__PROBLEM REQUIREMENTS__.
Copy out exactly the lines beginning with the one that contains "ring dip: (929, 705)" and ending at the last line of the listing, skipping any pictures.

__ENTRIES SUPPLIED__.
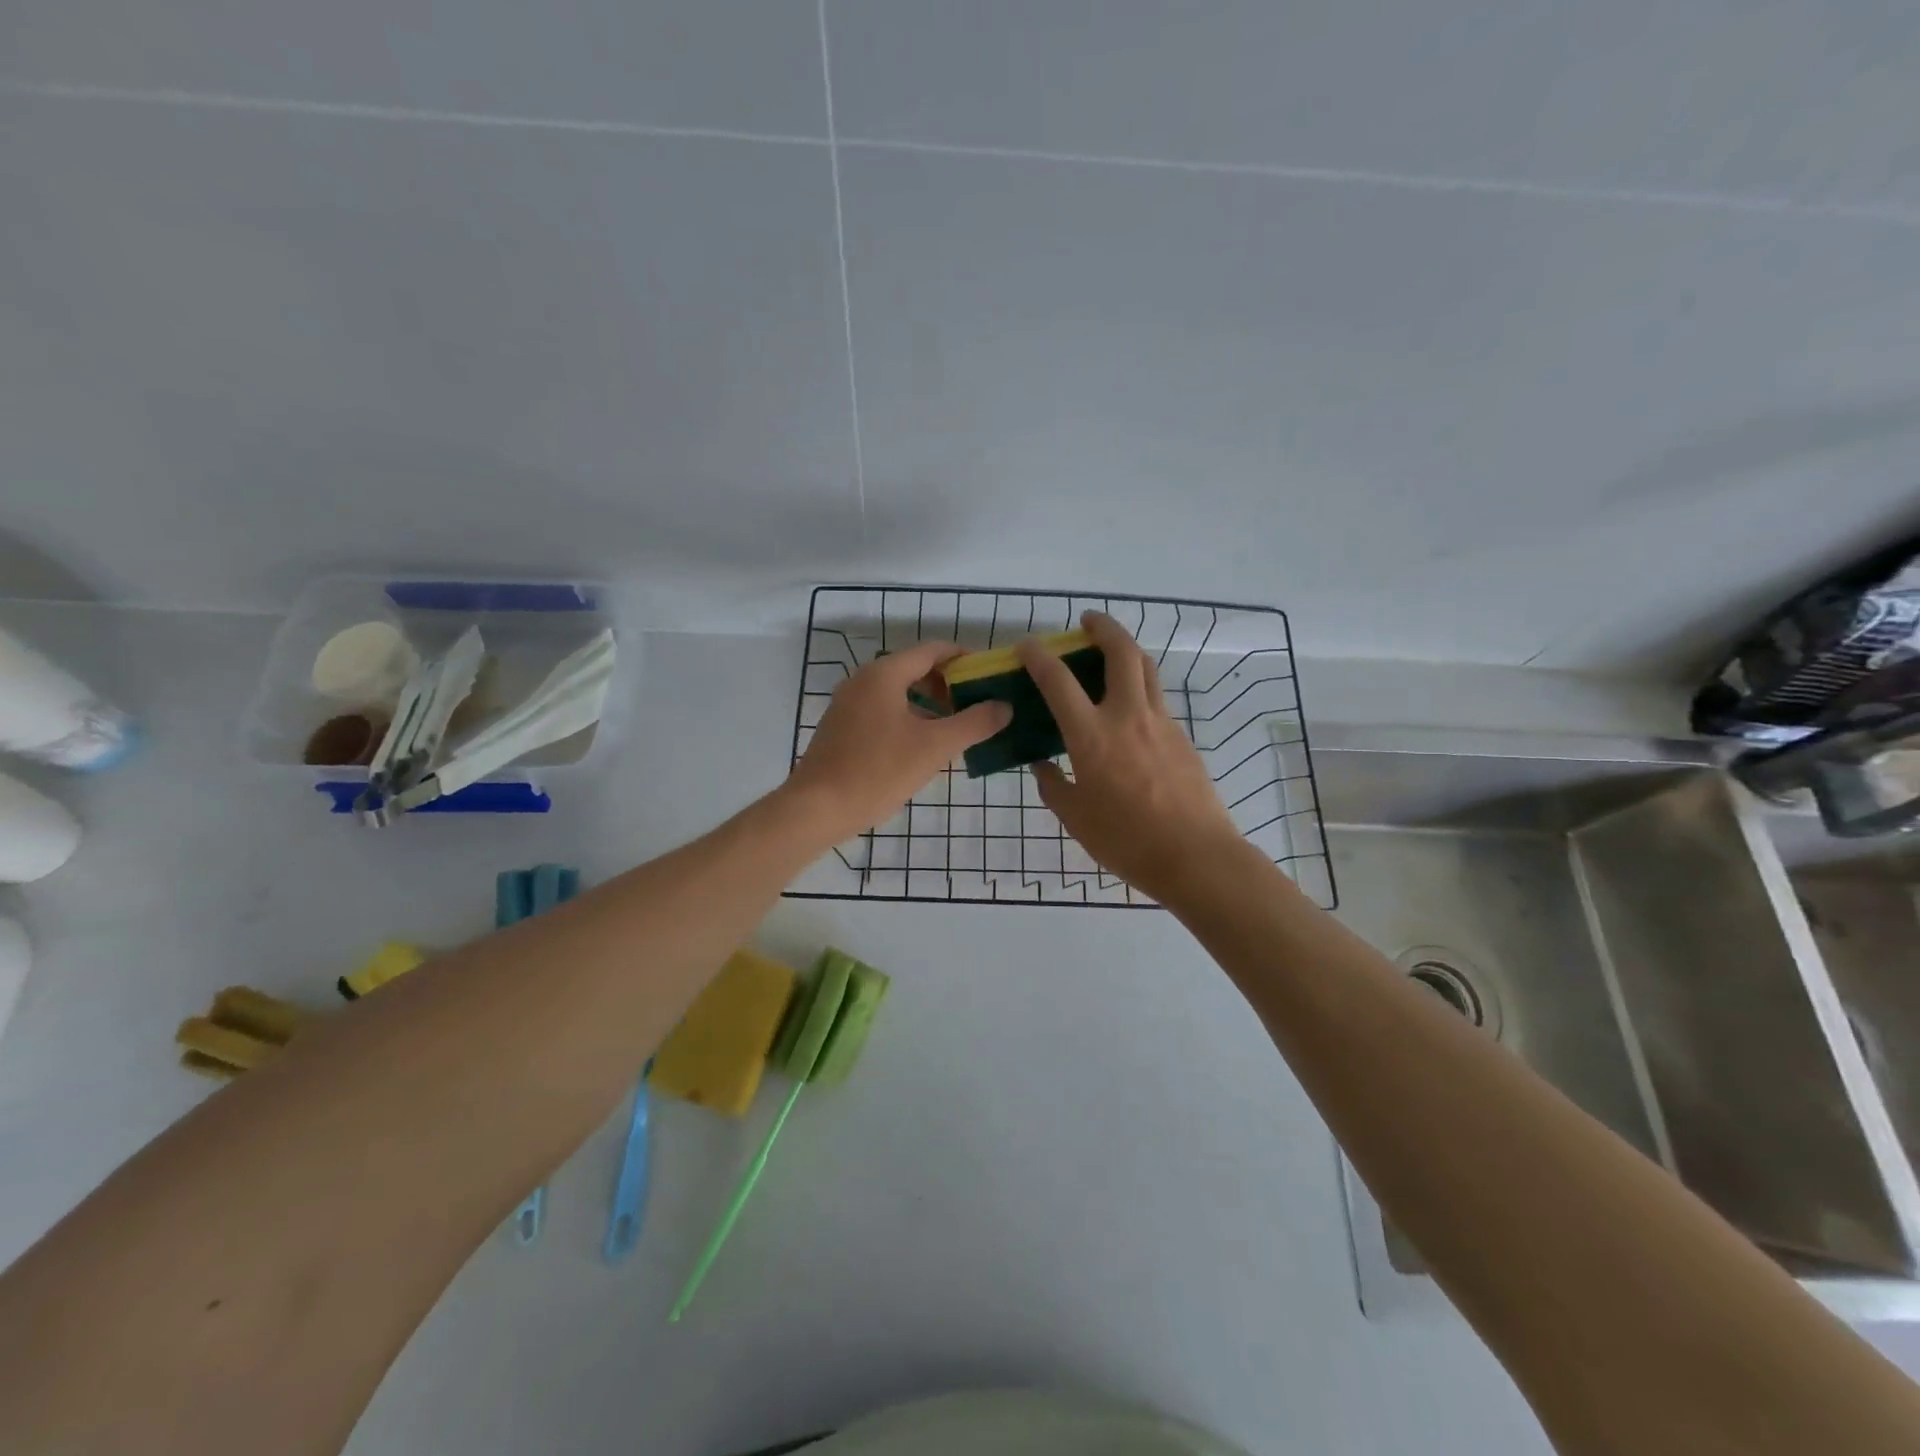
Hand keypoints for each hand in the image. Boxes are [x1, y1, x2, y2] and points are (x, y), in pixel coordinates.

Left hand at [786, 640, 1011, 843]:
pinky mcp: (841, 727)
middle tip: (976, 708)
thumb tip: (1004, 706)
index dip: (965, 659)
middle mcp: (863, 680)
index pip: (933, 650)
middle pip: (915, 669)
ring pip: (898, 693)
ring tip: (954, 730)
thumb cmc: (878, 771)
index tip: (990, 677)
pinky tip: (921, 748)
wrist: (816, 808)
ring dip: (929, 705)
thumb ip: (974, 723)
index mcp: (884, 674)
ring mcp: (848, 704)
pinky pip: (882, 711)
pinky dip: (907, 718)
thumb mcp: (934, 747)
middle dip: (948, 686)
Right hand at [1020, 611, 1246, 903]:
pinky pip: (1157, 698)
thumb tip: (1042, 765)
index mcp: (1092, 736)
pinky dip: (1139, 686)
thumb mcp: (1076, 817)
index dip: (1039, 657)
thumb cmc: (1126, 840)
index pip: (1058, 681)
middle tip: (1087, 621)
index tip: (1027, 645)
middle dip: (1103, 627)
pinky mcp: (1182, 736)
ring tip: (1111, 650)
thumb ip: (1054, 786)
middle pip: (1120, 652)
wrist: (1196, 856)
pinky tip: (1130, 708)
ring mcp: (1161, 723)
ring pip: (1146, 668)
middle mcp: (1128, 716)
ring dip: (1126, 649)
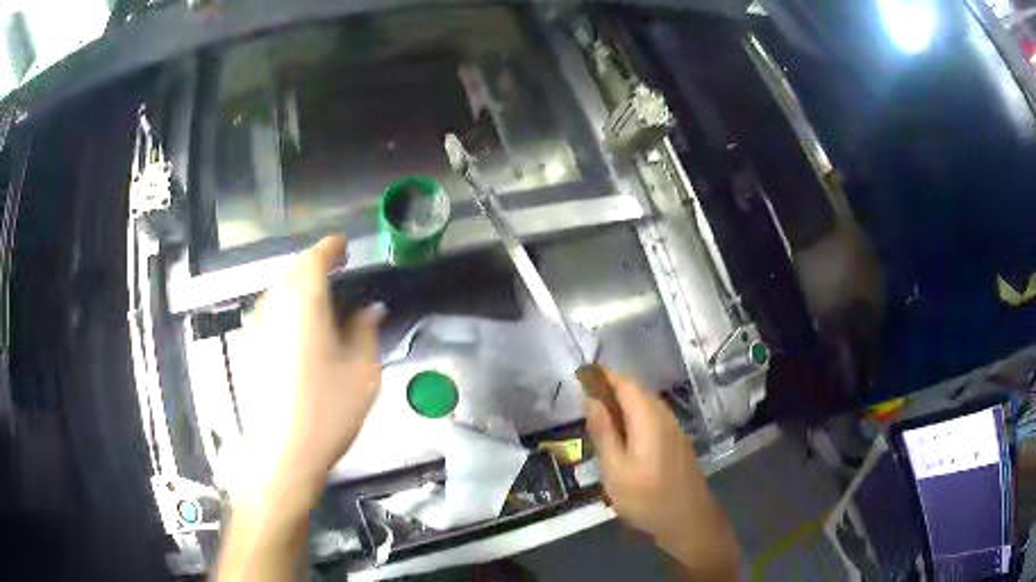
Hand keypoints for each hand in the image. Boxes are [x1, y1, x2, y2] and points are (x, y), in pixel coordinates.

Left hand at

__RESULT BELOW__.
ring dip: (929, 705)
thumb ip: (974, 723)
index mcp: (884, 674)
ring mcp: (848, 704)
pinky pip: (882, 711)
pinky dip: (907, 718)
thumb mcp: (934, 747)
middle dip: (948, 686)
Right hand at [1020, 611, 1246, 903]:
pinky pip: (1157, 698)
thumb tip: (1042, 765)
index mcp: (1092, 736)
pinky dip: (1139, 686)
thumb mcp: (1076, 817)
index dip: (1039, 657)
thumb cmc: (1126, 840)
index pip: (1058, 681)
middle tip: (1087, 621)
index tip: (1027, 645)
middle dip: (1103, 627)
pinky mcp: (1182, 736)
ring tip: (1111, 650)
thumb ip: (1054, 786)
middle pip: (1120, 652)
wrist: (1196, 856)
pinky tip: (1130, 708)
ring mcp: (1161, 723)
ring pip: (1146, 668)
middle mcp: (1128, 716)
ring dip: (1126, 649)
Hand keypoints for each hand in the image. Boxes are [x1, y1, x2, y2] and points are (x, y), in pixel coordinates.

Left hand at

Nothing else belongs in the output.